### TASK:
Given the records below, pull every line with the word "Chaussée" into the answer.

▬▬▬▬▬▬

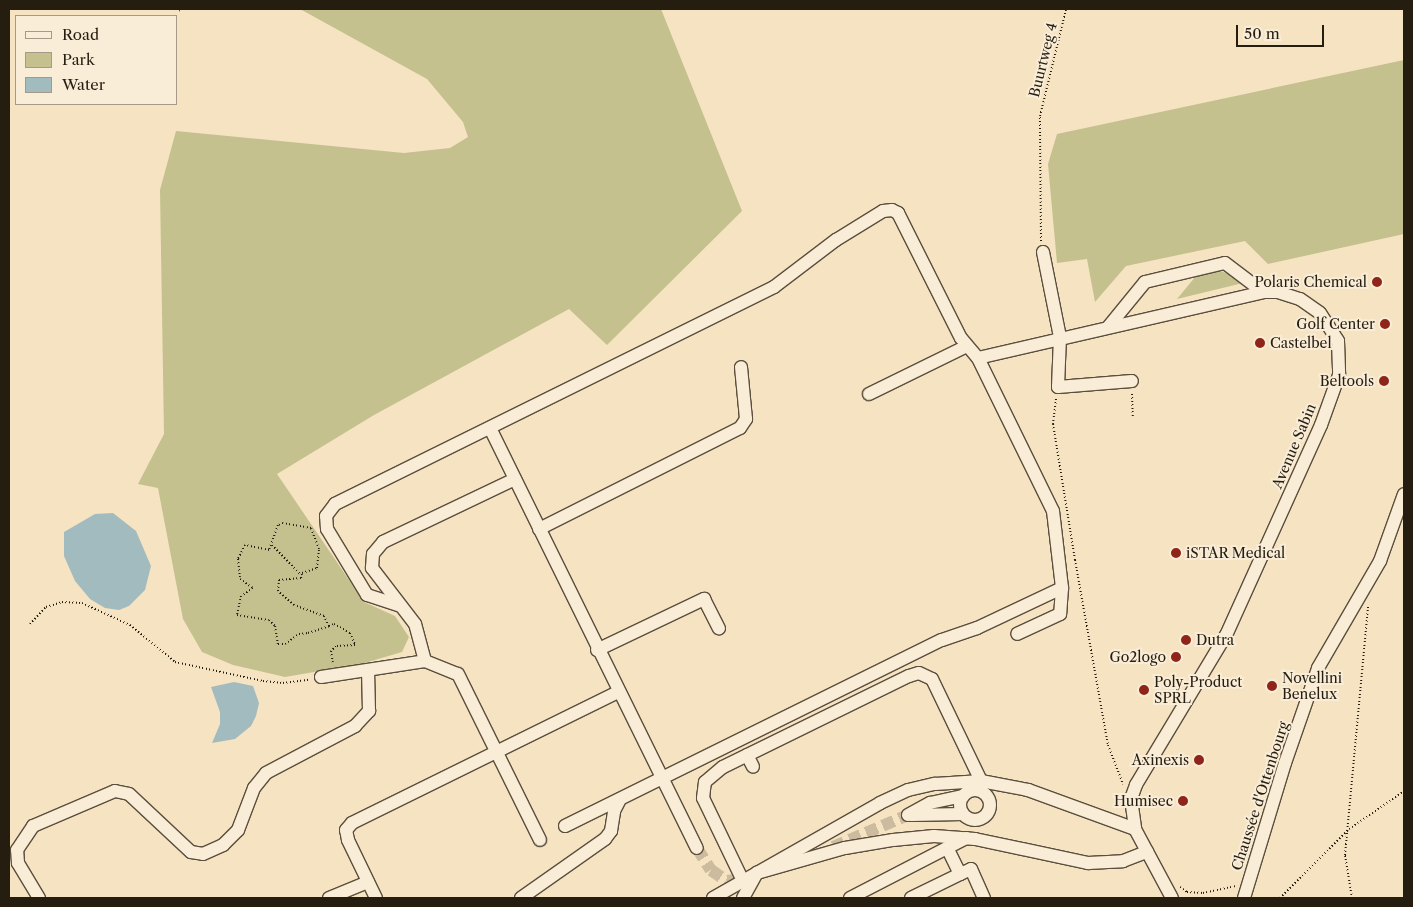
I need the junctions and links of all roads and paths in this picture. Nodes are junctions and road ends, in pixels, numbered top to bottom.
1 (176, 9) edge
2 (1066, 9) edge
3 (180, 11) dead end
4 (1042, 252) joint
5 (1263, 292) junction
6 (1109, 326) junction
7 (1060, 337) junction
8 (967, 346) junction
9 (978, 358) junction
10 (741, 367) dead end
11 (1132, 382) joint
12 (1058, 387) junction
13 (869, 394) dead end
14 (1133, 417) dead end
15 (490, 428) junction
16 (515, 479) junction
17 (1404, 494) edge
18 (540, 529) junction
19 (272, 545) junction
20 (301, 575) junction
21 (1062, 588) junction
22 (1369, 598) dead end
23 (401, 606) junction
24 (30, 624) dead end
25 (329, 626) junction
26 (718, 628) dead end
27 (1017, 634) dead end
28 (598, 650) junction
29 (425, 661) junction
30 (368, 670) junction
31 (325, 673) junction
32 (618, 692) junction
33 (497, 752) junction
34 (747, 755) junction
35 (752, 767) dead end
36 (662, 781) junction
37 (979, 786) junction
38 (1404, 790) edge
39 (963, 796) junction
40 (1132, 799) junction
41 (619, 801) junction
42 (963, 814) junction
43 (975, 821) junction
44 (565, 826) dead end
45 (1135, 829) junction
46 (1349, 829) junction
47 (821, 834) junction
48 (971, 838) junction
49 (540, 840) dead end
50 (697, 848) tunnel mouth
51 (948, 849) junction
52 (1148, 852) junction
53 (828, 853) junction
54 (757, 873) junction
55 (960, 874) junction
56 (743, 881) junction
57 (368, 882) junction
58 (1244, 894) edge
59 (1175, 896) edge
60 (39, 898) edge
61 (329, 898) edge
62 (376, 898) edge
63 (521, 898) edge
64 (713, 898) edge
65 (743, 898) edge
66 (850, 898) edge
67 (911, 898) edge
68 (984, 898) edge
69 (1234, 898) edge
70 (1280, 898) edge
71 (1352, 898) edge

1 - 3 path
2 - 4 path, Buurtweg 4
4 - 7 street
5 - 6 street, Avenue Sabin
5 - 6 street
5 - 40 street, Avenue Sabin
6 - 7 street, Avenue Sabin
7 - 9 street, Avenue Sabin
7 - 12 street
8 - 9 street
8 - 13 street
8 - 15 street
9 - 21 street
10 - 18 street
11 - 12 street
11 - 14 path
12 - 40 path
15 - 16 street
15 - 23 street
16 - 18 street
16 - 23 street
17 - 58 street, Chaussée d'Ottenbourg
18 - 28 street
19 - 20 path
19 - 20 path
19 - 25 path
20 - 25 path
21 - 27 street
21 - 36 street
22 - 46 path
23 - 29 street
24 - 31 path
25 - 31 path
26 - 28 street
28 - 32 street
29 - 30 street
29 - 33 street
30 - 31 street
30 - 60 street
32 - 33 street
32 - 36 street
33 - 49 street
33 - 57 street
34 - 35 street
34 - 37 street
34 - 56 street
36 - 41 street
36 - 50 street
37 - 39 street
37 - 43 street
37 - 45 street
37 - 47 street
38 - 46 path
39 - 42 street
39 - 42 street
40 - 45 street, Avenue Sabin
41 - 44 street
41 - 63 street
42 - 43 street
43 - 48 street
45 - 52 street
46 - 70 path
46 - 71 path
47 - 53 street
47 - 54 street
48 - 51 street
48 - 52 street
48 - 53 street
51 - 55 street
51 - 66 street
52 - 59 street
53 - 54 street
54 - 56 street
54 - 65 street
55 - 67 street
55 - 68 street
56 - 64 street
57 - 61 street
57 - 62 street
58 - 59 path
58 - 69 street, Chaussée d'Ottenbourg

▬▬▬▬▬▬

### OUTPUT BELOW:
17 - 58 street, Chaussée d'Ottenbourg
58 - 69 street, Chaussée d'Ottenbourg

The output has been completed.